# How do I heat treat Polymerize TUNG OIL?



## scottatwwt (Jan 17, 2011)

1. What is the EXACT heat treating process for polymerizing Tung Oil? What temperature? How long? other critical factors for success?

2. Any problem mixing Polymerized Tung Oil (PTO) with pure tung oil afterwards to achieve certain properties?

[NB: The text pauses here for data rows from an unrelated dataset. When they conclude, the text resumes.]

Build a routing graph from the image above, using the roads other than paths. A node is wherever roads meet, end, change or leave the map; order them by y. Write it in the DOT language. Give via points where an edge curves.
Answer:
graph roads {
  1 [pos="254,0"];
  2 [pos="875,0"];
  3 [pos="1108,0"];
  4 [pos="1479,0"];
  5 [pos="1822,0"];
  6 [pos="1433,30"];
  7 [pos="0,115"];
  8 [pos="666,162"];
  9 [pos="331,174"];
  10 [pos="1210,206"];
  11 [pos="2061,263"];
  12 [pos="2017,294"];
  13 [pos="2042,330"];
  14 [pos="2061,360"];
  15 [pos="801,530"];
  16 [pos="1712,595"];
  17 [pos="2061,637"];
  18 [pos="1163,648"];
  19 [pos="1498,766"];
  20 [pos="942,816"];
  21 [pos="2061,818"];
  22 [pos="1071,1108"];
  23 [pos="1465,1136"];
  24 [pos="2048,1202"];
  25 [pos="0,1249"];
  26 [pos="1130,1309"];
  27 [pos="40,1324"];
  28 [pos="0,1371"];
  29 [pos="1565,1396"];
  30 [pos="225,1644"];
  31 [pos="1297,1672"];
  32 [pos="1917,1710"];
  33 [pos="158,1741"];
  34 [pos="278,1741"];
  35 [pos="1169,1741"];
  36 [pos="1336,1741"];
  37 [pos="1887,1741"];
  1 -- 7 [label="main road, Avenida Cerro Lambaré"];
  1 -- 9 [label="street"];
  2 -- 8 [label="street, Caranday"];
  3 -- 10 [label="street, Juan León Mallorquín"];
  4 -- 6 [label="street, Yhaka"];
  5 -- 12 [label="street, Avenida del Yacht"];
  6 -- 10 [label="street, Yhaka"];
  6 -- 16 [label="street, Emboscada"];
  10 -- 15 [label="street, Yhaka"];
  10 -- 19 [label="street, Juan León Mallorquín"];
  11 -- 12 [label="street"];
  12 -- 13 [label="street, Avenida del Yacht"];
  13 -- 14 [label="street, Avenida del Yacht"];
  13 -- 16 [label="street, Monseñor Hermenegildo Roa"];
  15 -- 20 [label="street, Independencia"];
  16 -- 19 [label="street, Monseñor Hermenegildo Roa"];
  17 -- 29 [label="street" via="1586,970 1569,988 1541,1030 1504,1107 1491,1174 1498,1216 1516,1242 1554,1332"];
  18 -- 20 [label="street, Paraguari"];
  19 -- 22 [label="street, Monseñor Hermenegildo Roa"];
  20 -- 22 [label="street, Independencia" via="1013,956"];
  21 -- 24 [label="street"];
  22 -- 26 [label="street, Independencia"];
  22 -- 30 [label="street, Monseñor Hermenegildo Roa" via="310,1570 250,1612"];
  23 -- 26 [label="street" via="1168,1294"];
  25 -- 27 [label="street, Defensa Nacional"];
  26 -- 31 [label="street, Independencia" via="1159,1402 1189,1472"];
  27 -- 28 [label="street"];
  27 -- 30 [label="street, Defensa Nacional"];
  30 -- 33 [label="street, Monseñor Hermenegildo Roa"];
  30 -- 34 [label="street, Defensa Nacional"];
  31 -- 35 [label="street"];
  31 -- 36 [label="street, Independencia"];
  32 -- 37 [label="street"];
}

PTO doesnt penetrate as well and is a little too glossy, and pure TO takes too long to dry and is a little too flat. would seem a mix might be a good compromise.

I realize it is easier to go out and buy PTO, BUT I already purchased a 55 gallon drum of pure tung oil so I'm more than a little committed!


----------



## Collett (Nov 4, 2010)

*Polymerize TUNG OIL*

My scant knowledge on this process, is that there are several processes and some that include high temperatures (like 490 degrees) that also include adding things like zinc dust or aluminum sulfates etc. 

It also depends on is what type of tung oil you have because how it is polymerized depends on the fat content of the oil. Heating the oil can vary from 190 to 490 degrees in order to get the right consistencies and certain additives as noted above will change it's characteristics. It is quite a complex formula.

I have only read about it and never tried it, it was far too complex for me to even experiment with, but then I didn't have a 55 gallon drum of it either. I also believe when they boil the oil it is all done in encased containers for both safety and proprietary reasons. 

That's about all I can add ... hope this helps


----------



## scottatwwt (Jan 17, 2011)

*too dangerous*

I'm an adventurous type and like to do a lot of things myself just to learn about them... but this looks like a recipe for a deadly disaster - high temps, flammable liquids, sealed containers, exotics gases and minerals...

I think I'll just use some old fashioned japan drier... I was hoping it was a simple as just heating it for a while.


----------